The drawings show an embodiment of the present invention. FIG. 1 is a vertical sectional front view of Example 1, FIG. 2 is a vertical sectional side view thereof, FIG. 3 is a plan view thereof, and FIG. 4 is a vertical sectional front view of Example 2. 5 is a vertical sectional side view, FIG. 6 is a vertical sectional front view showing a modified example of Example 2, and FIG. 7 is a vertical sectional side view. (1) …… Valve box, (2) …… Valve element, (4) …… Sub valve element, (11) ……

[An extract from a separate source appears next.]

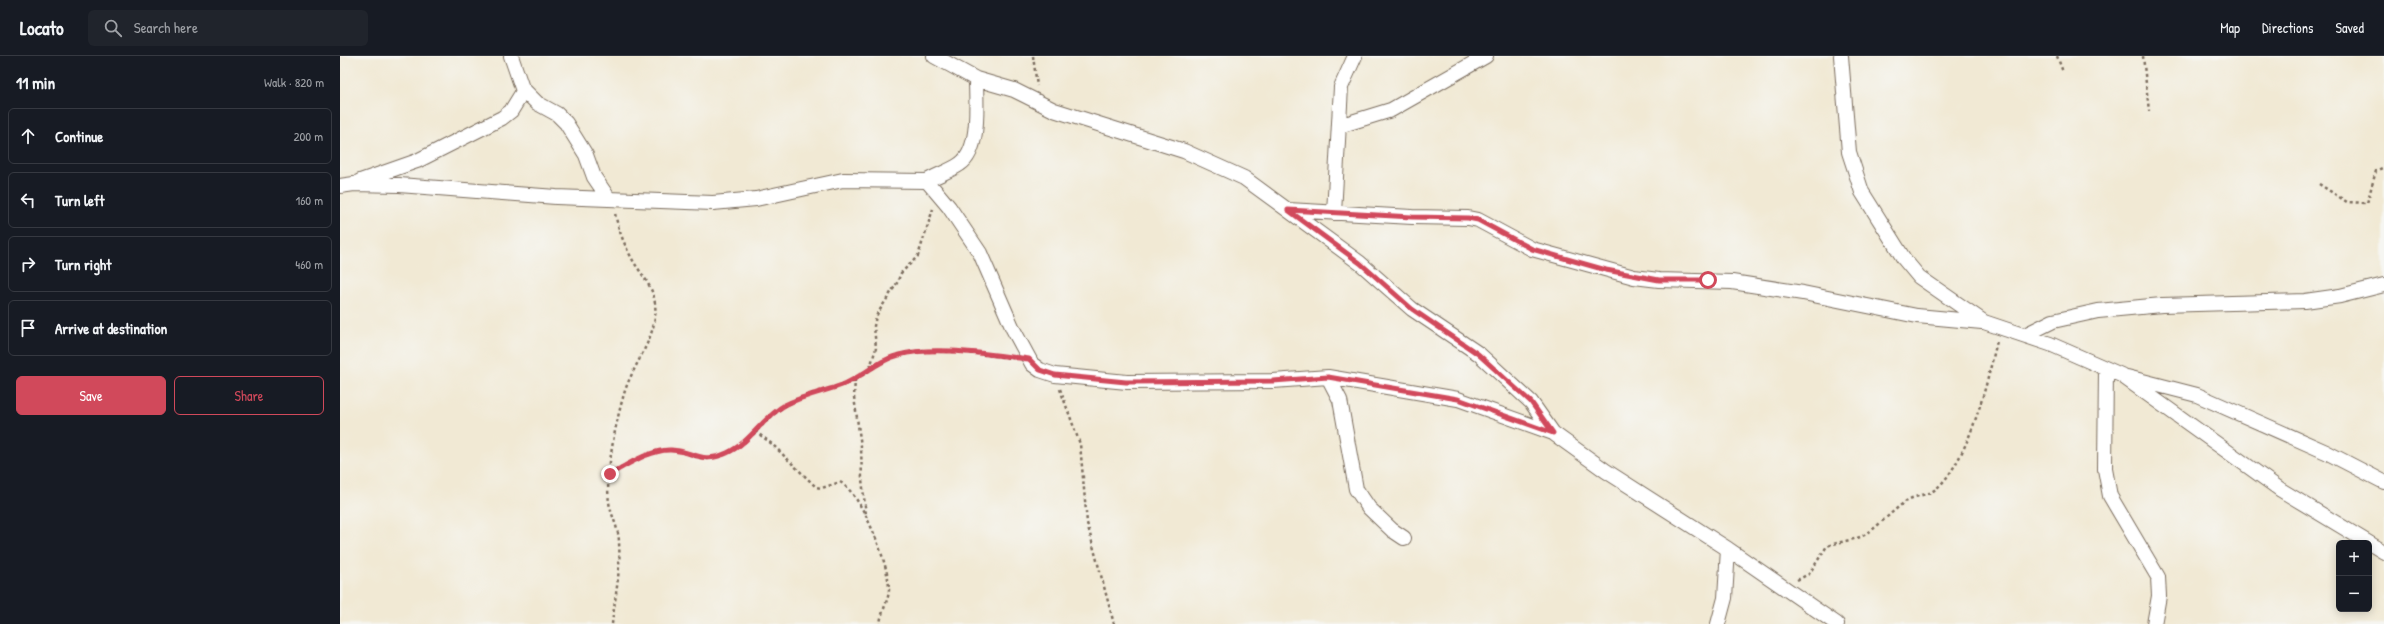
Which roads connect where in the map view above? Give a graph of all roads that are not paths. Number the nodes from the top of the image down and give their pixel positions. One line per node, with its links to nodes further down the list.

Outlet, (21) ... flow passage.

Claims (1)

[Claims] 1. A spherical valve body having a flow passage communicating with the flow port, the spherical valve body being internally provided in the valve box having the flow port, and the flow port of the valve box being opened by rotating the valve body. In a ball valve configured to open and close, a circular recess is formed on the closing surface side of the valve body that closes the flow port, and the sub valve plate is brought into contact with and separated from the valve seat of the outflow port in the recess. The cam member is freely arranged, and a cam member is vertically movable into a recess on the back side of the sub valve plate so that the cam surface of the cam member abuts the projection protruding on the back face of the sub valve plate. The auxiliary valve plate is brought into pressure contact with the valve seat by means of the cam valve, and the upper end of the cam member is projected upward from the spherical valve body, and an operating shaft integrally provided at the protruding end is provided in the hollow valve shaft of the spherical valve body. The cam member is configured to be vertically moved by inserting the operation shaft in a vertical direction by inserting the cam member in a vertical direction. Ball valve which is characterized.